Textos irreverentes destacam a sabedoria da tradição árabe
Coletânea apresenta 30 narrativas curtas produzidas entre os séculos 8 e 18
NOEMI JAFFE
COLABORAÇÃO PARA A FOLHA
Conta-se que o padre Antônio Vieira escreveu,
numa carta a alguém:
"Desculpe, mas não tive tempo
de escrever-lhe uma carta mais
curta". Algo semelhante acontece na leitura destas "Histórias para Ler sem Pressa", traduzidas da antiga sabedoria
árabe por Mamede Mustafá Jarouche.
São 30 histórias, todas muito
curtas, para ler com toda a lentidão possível.

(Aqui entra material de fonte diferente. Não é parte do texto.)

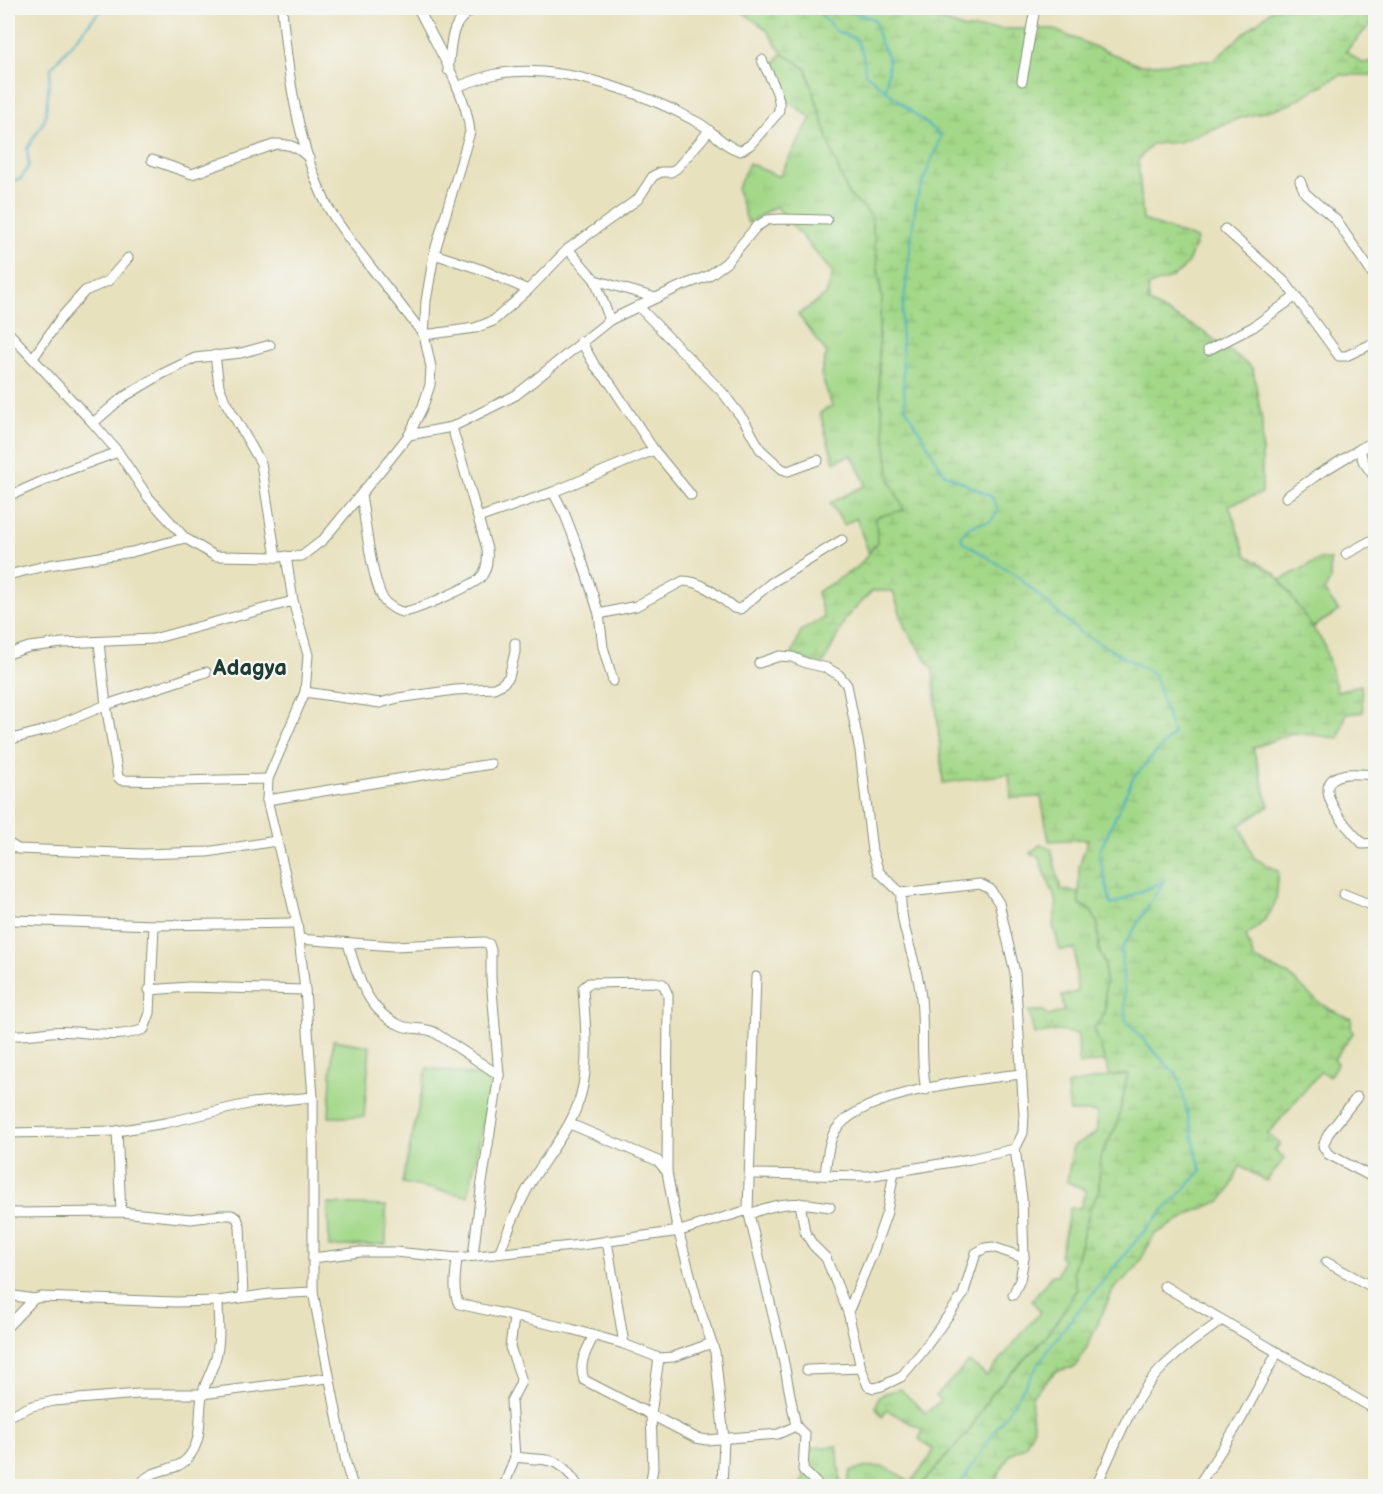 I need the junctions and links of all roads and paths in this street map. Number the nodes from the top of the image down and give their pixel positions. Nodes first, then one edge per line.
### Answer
1 (282, 8) edge
2 (418, 8) edge
3 (477, 8) edge
4 (1035, 8) edge
5 (762, 60) dead end
6 (448, 70) junction
7 (1022, 81) dead end
8 (457, 87) junction
9 (710, 130) junction
10 (309, 158) junction
11 (152, 160) dead end
12 (1300, 182) dead end
13 (826, 220) dead end
14 (1225, 229) dead end
15 (568, 249) junction
16 (434, 254) junction
17 (128, 258) dead end
18 (1376, 279) edge
19 (595, 280) junction
20 (528, 290) junction
21 (1296, 296) junction
22 (656, 298) junction
23 (638, 306) junction
24 (610, 320) junction
25 (8, 332) edge
26 (424, 335) junction
27 (581, 341) junction
28 (1376, 342) edge
29 (270, 345) dead end
30 (1208, 350) dead end
31 (215, 355) junction
32 (33, 358) junction
33 (93, 423) junction
34 (452, 427) junction
35 (409, 435) junction
36 (1376, 440) edge
37 (1360, 449) junction
38 (654, 450) junction
39 (118, 452) junction
40 (818, 460) dead end
41 (1376, 479) edge
42 (553, 492) junction
43 (8, 494) edge
44 (361, 495) junction
45 (691, 495) dead end
46 (1286, 497) dead end
47 (478, 518) junction
48 (185, 538) junction
49 (1376, 538) edge
50 (842, 540) dead end
51 (1346, 554) dead end
52 (281, 557) junction
53 (8, 575) edge
54 (293, 601) junction
55 (599, 614) junction
56 (99, 643) junction
57 (515, 643) dead end
58 (8, 654) edge
59 (759, 663) dead end
60 (206, 672) dead end
61 (613, 681) dead end
62 (304, 692) junction
63 (106, 705) junction
64 (8, 740) edge
65 (491, 764) dead end
66 (1376, 775) edge
67 (268, 779) junction
68 (267, 800) junction
69 (276, 841) junction
70 (8, 843) edge
71 (1376, 843) edge
72 (901, 893) junction
73 (1344, 894) dead end
74 (1376, 907) edge
75 (14, 920) dead end
76 (297, 923) junction
77 (154, 925) junction
78 (299, 939) junction
79 (348, 943) junction
80 (756, 977) dead end
81 (149, 990) junction
82 (305, 990) junction
83 (8, 1035) edge
84 (1021, 1074) junction
85 (499, 1075) junction
86 (926, 1090) junction
87 (1357, 1096) dead end
88 (313, 1097) junction
89 (570, 1124) junction
90 (117, 1131) junction
91 (8, 1133) edge
92 (1015, 1149) junction
93 (894, 1171) junction
94 (667, 1172) junction
95 (751, 1174) junction
96 (825, 1175) junction
97 (1376, 1179) edge
98 (800, 1203) junction
99 (830, 1207) dead end
100 (121, 1212) junction
101 (749, 1212) junction
102 (8, 1213) edge
103 (680, 1231) junction
104 (607, 1241) junction
105 (500, 1253) junction
106 (473, 1256) junction
107 (313, 1258) junction
108 (456, 1258) junction
109 (1024, 1258) junction
110 (1326, 1262) dead end
111 (1164, 1286) dead end
112 (1376, 1288) edge
113 (313, 1292) junction
114 (8, 1295) edge
115 (1013, 1295) dead end
116 (243, 1297) junction
117 (34, 1299) junction
118 (218, 1301) junction
119 (848, 1312) junction
120 (514, 1318) junction
121 (1222, 1320) junction
122 (8, 1326) edge
123 (593, 1337) junction
124 (712, 1343) junction
125 (624, 1344) junction
126 (1277, 1353) junction
127 (659, 1358) junction
128 (861, 1368) junction
129 (807, 1370) dead end
130 (328, 1378) junction
131 (202, 1394) junction
132 (1376, 1410) edge
133 (651, 1414) junction
134 (8, 1416) edge
135 (796, 1426) junction
136 (724, 1439) junction
137 (515, 1457) junction
138 (140, 1486) edge
139 (353, 1486) edge
140 (504, 1486) edge
141 (578, 1486) edge
142 (650, 1486) edge
143 (722, 1486) edge
144 (819, 1486) edge
145 (1096, 1486) edge
146 (1198, 1486) edge

1 - 10 street
2 - 6 street
3 - 6 street
4 - 7 street
5 - 9 street
6 - 8 street
8 - 9 street
8 - 16 street
9 - 15 street
10 - 11 street
10 - 26 street
12 - 18 street
13 - 22 street
14 - 21 street
15 - 19 street
15 - 20 street
16 - 20 street
16 - 26 street
17 - 32 street
19 - 22 street
19 - 24 street
20 - 26 street
21 - 28 street
21 - 30 street
22 - 23 street
23 - 24 street
23 - 40 street
24 - 27 street
25 - 32 street
26 - 35 street
27 - 34 street
27 - 38 street
29 - 31 street
31 - 33 street
31 - 52 street
32 - 33 street
33 - 39 street
34 - 35 street
34 - 47 street
35 - 44 street
36 - 37 street
37 - 41 street
37 - 46 street
38 - 42 street
38 - 45 street
39 - 43 street
39 - 48 street
42 - 47 street
42 - 55 street
44 - 47 street
44 - 52 street
48 - 52 street
48 - 53 street
49 - 51 street
50 - 55 street
52 - 54 street
54 - 56 street
54 - 62 street
55 - 61 street
56 - 58 street
56 - 63 street
57 - 62 street
59 - 72 street
60 - 63 street
62 - 67 street
63 - 64 street
63 - 67 street
65 - 68 street
66 - 71 street
67 - 68 street
68 - 69 street
69 - 70 street
69 - 76 street
72 - 84 street
72 - 86 street
73 - 74 street
75 - 77 street
76 - 77 street
76 - 78 street
77 - 81 street
78 - 79 street
78 - 82 street
79 - 85 street
79 - 85 street
80 - 95 street
81 - 82 street
81 - 83 street
82 - 88 street
84 - 86 street
84 - 92 street
85 - 106 street
86 - 96 street
87 - 97 street
88 - 90 street
88 - 107 street
89 - 94 street
89 - 94 street
89 - 105 street
90 - 91 street
90 - 100 street
92 - 93 street
92 - 109 street
93 - 96 street
93 - 119 street
94 - 103 street
95 - 96 street
95 - 101 street
98 - 99 street
98 - 101 street
98 - 119 street
100 - 102 street
100 - 116 street
101 - 103 street
101 - 135 street
103 - 104 street
103 - 124 street
104 - 105 street
104 - 125 street
105 - 106 street
106 - 108 street
107 - 108 street
107 - 113 street
108 - 120 street
109 - 115 street
109 - 128 street
110 - 112 street
111 - 121 street
113 - 116 street
113 - 130 street
114 - 117 street
116 - 118 street
117 - 118 street
117 - 122 street
118 - 131 street
119 - 128 street
120 - 123 street
120 - 137 street
121 - 126 street
121 - 145 street
123 - 125 street
123 - 133 street
124 - 127 street
124 - 136 street
125 - 127 street
126 - 132 street
126 - 146 street
127 - 133 street
128 - 129 street
130 - 131 street
130 - 139 street
131 - 134 street
131 - 138 street
133 - 136 street
133 - 142 street
135 - 136 street
135 - 144 street
136 - 143 street
137 - 140 street
137 - 141 street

A sabedoria,
mais do que a inteligência, é
também uma virtude, próxima
de outras como a prudência, a
tolerância e a generosidade. E,
como elas, desenvolve-se a partir de experiência, intuição, algum senso de espiritualidade e
uma visão muito mais generalista do que particular. Tudo isso exige tempo.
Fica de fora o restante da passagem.